> _AIM OF THE EXERCISE_
Among the entries below, how many lines include the word "nodes"? Reply with only the number.
==== DATA TO USE
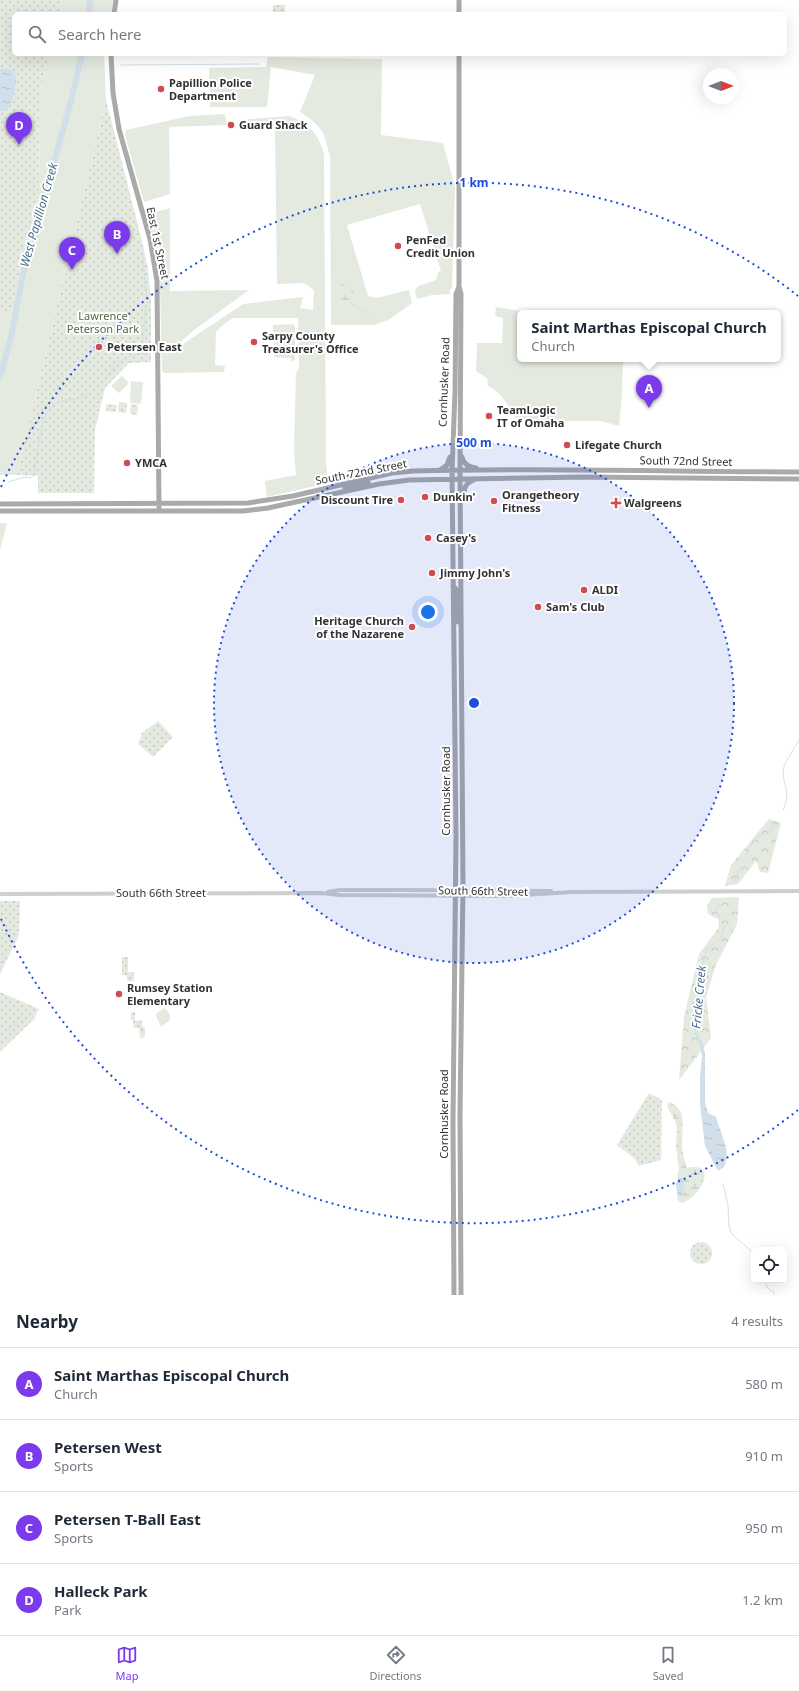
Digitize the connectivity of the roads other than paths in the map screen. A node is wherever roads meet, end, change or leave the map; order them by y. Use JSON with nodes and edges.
{"nodes":[{"id":1,"x":116,"y":0,"type":"edge"},
{"id":2,"x":459,"y":0,"type":"edge"},
{"id":3,"x":114,"y":12,"type":"edge"},
{"id":4,"x":459,"y":12,"type":"edge"},
{"id":5,"x":111,"y":56,"type":"edge"},
{"id":6,"x":459,"y":56,"type":"edge"},
{"id":7,"x":459,"y":287,"type":"junction"},
{"id":8,"x":452,"y":450,"type":"junction"},
{"id":9,"x":460,"y":450,"type":"junction"},
{"id":10,"x":485,"y":470,"type":"junction"},
{"id":11,"x":438,"y":471,"type":"junction"},
{"id":12,"x":452,"y":471,"type":"junction"},
{"id":13,"x":460,"y":471,"type":"junction"},
{"id":14,"x":799,"y":472,"type":"edge"},
{"id":15,"x":382,"y":475,"type":"junction"},
{"id":16,"x":452,"y":479,"type":"junction"},
{"id":17,"x":460,"y":479,"type":"junction"},
{"id":18,"x":478,"y":479,"type":"junction"},
{"id":19,"x":799,"y":479,"type":"edge"},
{"id":20,"x":432,"y":480,"type":"junction"},
{"id":21,"x":332,"y":487,"type":"junction"},
{"id":22,"x":333,"y":494,"type":"junction"},
{"id":23,"x":452,"y":496,"type":"junction"},
{"id":24,"x":290,"y":503,"type":"junction"},
{"id":25,"x":0,"y":504,"type":"edge"},
{"id":26,"x":159,"y":505,"type":"junction"},
{"id":27,"x":0,"y":511,"type":"edge"},
{"id":28,"x":159,"y":511,"type":"junction"},
{"id":29,"x":461,"y":576,"type":"junction"},
{"id":30,"x":453,"y":586,"type":"junction"},
{"id":31,"x":461,"y":643,"type":"junction"},
{"id":32,"x":799,"y":891,"type":"edge"},
{"id":33,"x":456,"y":892,"type":"junction"},
{"id":34,"x":463,"y":893,"type":"junction"},
{"id":35,"x":0,"y":894,"type":"edge"},
{"id":36,"x":454,"y":1295,"type":"edge"},
{"id":37,"x":461,"y":1295,"type":"edge"}],
"edges":[{"from":1,"to":3,"type":"main road"},
{"from":2,"to":4,"type":"main road"},
{"from":5,"to":26,"type":"main road","name":"East 1st Street"},
{"from":6,"to":7,"type":"main road","name":"Cornhusker Road"},
{"from":7,"to":8,"type":"main road","name":"Cornhusker Road"},
{"from":7,"to":9,"type":"main road","name":"Cornhusker Road"},
{"from":8,"to":11,"type":"main road"},
{"from":8,"to":12,"type":"main road","name":"Cornhusker Road"},
{"from":9,"to":10,"type":"main road"},
{"from":9,"to":13,"type":"main road","name":"Cornhusker Road"},
{"from":10,"to":13,"type":"main road","name":"South 72nd Street"},
{"from":10,"to":14,"type":"main road","name":"South 72nd Street"},
{"from":11,"to":12,"type":"main road","name":"South 72nd Street"},
{"from":11,"to":15,"type":"main road","name":"South 72nd Street"},
{"from":12,"to":13,"type":"main road","name":"South 72nd Street"},
{"from":12,"to":16,"type":"main road","name":"Cornhusker Road"},
{"from":13,"to":17,"type":"main road","name":"Cornhusker Road"},
{"from":15,"to":21,"type":"main road","name":"South 72nd Street"},
{"from":15,"to":22,"type":"main road"},
{"from":16,"to":17,"type":"main road","name":"South 72nd Street"},
{"from":16,"to":20,"type":"main road","name":"South 72nd Street"},
{"from":16,"to":23,"type":"main road","name":"Cornhusker Road"},
{"from":17,"to":18,"type":"main road","name":"South 72nd Street"},
{"from":17,"to":29,"type":"main road","name":"Cornhusker Road"},
{"from":18,"to":19,"type":"main road","name":"South 72nd Street"},
{"from":18,"to":29,"type":"main road"},
{"from":20,"to":22,"type":"main road","name":"South 72nd Street"},
{"from":20,"to":23,"type":"main road"},
{"from":21,"to":24,"type":"main road"},
{"from":21,"to":26,"type":"main road","name":"South 72nd Street"},
{"from":22,"to":24,"type":"main road","name":"South 72nd Street"},
{"from":23,"to":30,"type":"main road","name":"Cornhusker Road"},
{"from":24,"to":28,"type":"main road","name":"South 72nd Street"},
{"from":25,"to":26,"type":"main road","name":"South 72nd Street"},
{"from":26,"to":28,"type":"main road","name":"East 1st Street"},
{"from":27,"to":28,"type":"main road","name":"South 72nd Street"},
{"from":29,"to":31,"type":"main road","name":"Cornhusker Road"},
{"from":30,"to":31,"type":"main road"},
{"from":30,"to":33,"type":"main road","name":"Cornhusker Road"},
{"from":31,"to":34,"type":"main road","name":"Cornhusker Road"},
{"from":32,"to":34,"type":"street","name":"South 66th Street"},
{"from":33,"to":34,"type":"street","name":"South 66th Street"},
{"from":33,"to":35,"type":"street","name":"South 66th Street"},
{"from":33,"to":36,"type":"main road","name":"Cornhusker Road"},
{"from":34,"to":37,"type":"main road","name":"Cornhusker Road"}]}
========
> _WRITTEN SOLUTION_
2